The country's safety watchdog said Saturday that 3,786 people were killed in coal mine accidents last year.

"It is the second consecutive year for the country to report a 20-percent fall in coal mine accident fatalities," Li Yizhong, head of the State Administration of Work Safety (SAWS), said at a national work safety meeting in Beijing.

China has been shutting down coal mines with small capacities and pouring more investment into safety facilities to improve the colliery safety record.

Small coal mines accounted for one third of all the coal mines in China, but caused two thirds of the total deaths every year, according to sources with the SAWS.

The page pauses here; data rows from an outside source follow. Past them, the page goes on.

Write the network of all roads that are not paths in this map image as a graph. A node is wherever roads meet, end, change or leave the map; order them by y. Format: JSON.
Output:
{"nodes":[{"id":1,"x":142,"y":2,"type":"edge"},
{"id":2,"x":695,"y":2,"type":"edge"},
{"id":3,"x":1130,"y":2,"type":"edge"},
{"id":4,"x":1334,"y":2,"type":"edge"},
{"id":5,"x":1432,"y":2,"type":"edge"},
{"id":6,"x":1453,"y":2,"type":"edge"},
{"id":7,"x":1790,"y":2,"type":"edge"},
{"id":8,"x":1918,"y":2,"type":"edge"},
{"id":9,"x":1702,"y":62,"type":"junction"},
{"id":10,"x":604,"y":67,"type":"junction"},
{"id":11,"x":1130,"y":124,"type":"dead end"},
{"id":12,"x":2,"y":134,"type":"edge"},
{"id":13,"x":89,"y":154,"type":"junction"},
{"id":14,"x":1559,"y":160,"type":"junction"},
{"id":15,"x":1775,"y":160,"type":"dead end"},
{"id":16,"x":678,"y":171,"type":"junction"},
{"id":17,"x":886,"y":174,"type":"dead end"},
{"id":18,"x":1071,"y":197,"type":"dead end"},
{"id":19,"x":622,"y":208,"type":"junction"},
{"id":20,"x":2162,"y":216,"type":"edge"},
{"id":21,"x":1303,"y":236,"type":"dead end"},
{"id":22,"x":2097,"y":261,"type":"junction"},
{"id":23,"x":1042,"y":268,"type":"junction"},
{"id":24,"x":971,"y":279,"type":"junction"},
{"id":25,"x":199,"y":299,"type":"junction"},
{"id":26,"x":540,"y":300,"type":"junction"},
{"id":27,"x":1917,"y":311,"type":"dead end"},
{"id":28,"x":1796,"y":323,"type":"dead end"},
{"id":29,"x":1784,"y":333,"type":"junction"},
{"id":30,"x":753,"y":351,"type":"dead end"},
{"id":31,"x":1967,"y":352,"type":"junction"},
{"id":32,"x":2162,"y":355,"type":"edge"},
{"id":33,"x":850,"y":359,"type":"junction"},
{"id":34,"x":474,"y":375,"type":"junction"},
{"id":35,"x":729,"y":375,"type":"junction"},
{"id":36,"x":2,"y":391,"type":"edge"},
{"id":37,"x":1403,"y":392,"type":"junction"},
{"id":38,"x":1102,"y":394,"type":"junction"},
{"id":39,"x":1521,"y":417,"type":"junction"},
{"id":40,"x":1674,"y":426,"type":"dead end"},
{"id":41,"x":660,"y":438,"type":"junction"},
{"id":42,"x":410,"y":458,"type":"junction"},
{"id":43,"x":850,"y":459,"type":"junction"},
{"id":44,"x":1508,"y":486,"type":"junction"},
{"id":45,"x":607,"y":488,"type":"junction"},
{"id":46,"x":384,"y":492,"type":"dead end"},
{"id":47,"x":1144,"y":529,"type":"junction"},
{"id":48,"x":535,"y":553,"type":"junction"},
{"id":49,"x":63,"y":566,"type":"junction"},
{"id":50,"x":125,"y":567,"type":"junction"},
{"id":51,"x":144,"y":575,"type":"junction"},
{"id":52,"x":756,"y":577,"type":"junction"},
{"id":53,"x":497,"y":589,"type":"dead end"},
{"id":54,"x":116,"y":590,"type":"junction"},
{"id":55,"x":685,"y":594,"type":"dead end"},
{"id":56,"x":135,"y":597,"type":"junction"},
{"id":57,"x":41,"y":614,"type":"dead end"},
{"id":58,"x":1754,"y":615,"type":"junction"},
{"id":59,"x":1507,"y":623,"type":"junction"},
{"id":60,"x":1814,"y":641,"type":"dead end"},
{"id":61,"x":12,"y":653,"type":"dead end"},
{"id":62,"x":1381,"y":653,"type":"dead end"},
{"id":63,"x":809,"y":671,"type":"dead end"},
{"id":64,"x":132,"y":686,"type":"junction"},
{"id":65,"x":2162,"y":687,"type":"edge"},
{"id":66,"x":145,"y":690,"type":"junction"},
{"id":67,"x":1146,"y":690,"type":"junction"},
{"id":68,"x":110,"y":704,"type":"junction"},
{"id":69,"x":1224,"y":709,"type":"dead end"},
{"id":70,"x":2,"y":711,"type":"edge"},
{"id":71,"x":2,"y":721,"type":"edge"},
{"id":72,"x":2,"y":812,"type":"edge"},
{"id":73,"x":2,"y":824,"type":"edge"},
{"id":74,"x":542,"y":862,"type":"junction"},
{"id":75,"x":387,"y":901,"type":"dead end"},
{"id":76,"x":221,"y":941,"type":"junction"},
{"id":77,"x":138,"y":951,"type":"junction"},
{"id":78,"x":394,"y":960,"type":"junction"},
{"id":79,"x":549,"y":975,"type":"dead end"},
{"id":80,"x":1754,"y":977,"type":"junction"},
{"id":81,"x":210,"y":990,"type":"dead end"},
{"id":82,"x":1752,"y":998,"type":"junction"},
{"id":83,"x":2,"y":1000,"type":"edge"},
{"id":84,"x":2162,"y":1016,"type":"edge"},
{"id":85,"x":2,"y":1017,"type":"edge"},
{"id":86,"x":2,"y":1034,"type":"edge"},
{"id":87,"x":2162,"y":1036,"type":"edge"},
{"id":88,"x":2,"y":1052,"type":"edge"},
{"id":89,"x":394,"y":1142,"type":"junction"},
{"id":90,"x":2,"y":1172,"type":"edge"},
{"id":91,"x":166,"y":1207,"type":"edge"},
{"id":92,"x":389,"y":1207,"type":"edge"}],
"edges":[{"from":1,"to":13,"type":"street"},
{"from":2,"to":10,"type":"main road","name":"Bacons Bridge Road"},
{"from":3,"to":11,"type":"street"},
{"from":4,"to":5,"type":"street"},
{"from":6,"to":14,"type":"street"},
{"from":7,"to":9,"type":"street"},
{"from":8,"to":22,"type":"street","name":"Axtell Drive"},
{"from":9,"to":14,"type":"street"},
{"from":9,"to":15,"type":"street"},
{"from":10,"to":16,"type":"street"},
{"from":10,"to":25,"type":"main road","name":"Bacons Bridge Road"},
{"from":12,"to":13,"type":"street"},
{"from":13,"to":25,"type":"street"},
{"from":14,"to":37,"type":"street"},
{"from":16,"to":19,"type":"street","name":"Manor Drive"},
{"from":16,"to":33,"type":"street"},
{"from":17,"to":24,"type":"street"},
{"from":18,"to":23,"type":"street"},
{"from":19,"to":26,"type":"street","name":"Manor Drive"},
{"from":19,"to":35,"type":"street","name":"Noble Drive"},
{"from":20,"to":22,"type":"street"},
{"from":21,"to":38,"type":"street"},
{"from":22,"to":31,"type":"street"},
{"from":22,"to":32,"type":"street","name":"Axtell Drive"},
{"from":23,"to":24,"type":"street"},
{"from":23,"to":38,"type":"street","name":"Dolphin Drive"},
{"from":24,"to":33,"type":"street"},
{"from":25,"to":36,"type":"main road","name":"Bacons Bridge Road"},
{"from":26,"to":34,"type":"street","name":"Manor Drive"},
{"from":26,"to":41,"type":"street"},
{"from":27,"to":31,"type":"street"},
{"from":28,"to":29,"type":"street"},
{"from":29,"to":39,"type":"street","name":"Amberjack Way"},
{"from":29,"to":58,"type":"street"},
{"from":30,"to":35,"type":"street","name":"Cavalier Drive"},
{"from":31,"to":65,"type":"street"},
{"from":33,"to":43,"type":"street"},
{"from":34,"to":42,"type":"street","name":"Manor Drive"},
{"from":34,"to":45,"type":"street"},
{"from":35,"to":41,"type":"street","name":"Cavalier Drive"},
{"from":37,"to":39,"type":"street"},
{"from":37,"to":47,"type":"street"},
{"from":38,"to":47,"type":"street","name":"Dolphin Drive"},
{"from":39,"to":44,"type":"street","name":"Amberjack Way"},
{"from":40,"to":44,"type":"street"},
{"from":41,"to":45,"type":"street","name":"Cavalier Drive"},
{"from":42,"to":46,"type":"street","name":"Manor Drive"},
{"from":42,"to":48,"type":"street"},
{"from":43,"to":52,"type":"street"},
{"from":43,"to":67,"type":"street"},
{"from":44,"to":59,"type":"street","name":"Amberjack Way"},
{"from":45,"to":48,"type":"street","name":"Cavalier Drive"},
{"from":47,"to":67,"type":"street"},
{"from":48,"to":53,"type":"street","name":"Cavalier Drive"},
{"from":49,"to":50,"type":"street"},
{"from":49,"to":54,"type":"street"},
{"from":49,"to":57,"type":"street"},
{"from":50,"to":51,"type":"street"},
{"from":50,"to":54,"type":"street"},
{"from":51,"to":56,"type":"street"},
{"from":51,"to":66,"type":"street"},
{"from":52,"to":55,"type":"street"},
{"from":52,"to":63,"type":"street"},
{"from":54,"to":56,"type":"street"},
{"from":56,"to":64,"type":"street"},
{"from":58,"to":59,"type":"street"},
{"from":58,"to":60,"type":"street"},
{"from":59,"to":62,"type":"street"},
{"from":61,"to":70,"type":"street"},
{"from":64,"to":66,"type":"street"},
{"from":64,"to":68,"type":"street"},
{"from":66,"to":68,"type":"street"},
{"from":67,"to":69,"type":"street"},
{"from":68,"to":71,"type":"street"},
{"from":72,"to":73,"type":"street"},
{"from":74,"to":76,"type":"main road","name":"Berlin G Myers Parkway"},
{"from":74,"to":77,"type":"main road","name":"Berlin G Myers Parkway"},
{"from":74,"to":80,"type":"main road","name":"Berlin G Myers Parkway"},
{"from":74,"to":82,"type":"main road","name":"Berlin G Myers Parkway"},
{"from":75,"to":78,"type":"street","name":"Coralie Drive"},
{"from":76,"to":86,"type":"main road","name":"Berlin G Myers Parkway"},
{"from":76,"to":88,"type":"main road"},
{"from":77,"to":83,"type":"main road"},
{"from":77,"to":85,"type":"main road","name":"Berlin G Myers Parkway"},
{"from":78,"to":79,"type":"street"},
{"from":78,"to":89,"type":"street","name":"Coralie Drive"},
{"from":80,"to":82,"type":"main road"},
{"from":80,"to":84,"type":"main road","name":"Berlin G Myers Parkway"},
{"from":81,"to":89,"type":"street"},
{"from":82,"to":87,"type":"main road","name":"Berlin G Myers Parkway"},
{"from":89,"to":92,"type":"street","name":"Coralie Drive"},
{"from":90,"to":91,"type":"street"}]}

The country closed 11,155 small coal mines since it began to shut down small collieries in the second half of 2005, the meeting disclosed

In the same period, the central government had arranged nine billion yuan (1.23 billion U.S. dollars) in treasury bonds to upgrade safety technologies and equipments at major state-owned coal mines, and also mobilized an investment of 64.1 billion yuan from local governments and enterprises.

The meeting, which kicked off on Friday, said a day earlier that 101,480 people died in workplace and transportation accidents in 2007, down 10.1 percent year-on-year, with road-related accidents down 8.7 percent and railway-related accidents down 45.1 percent.

"The production safety situation is improving nationwide, but tasks ahead remains arduous this year," Li said on Friday.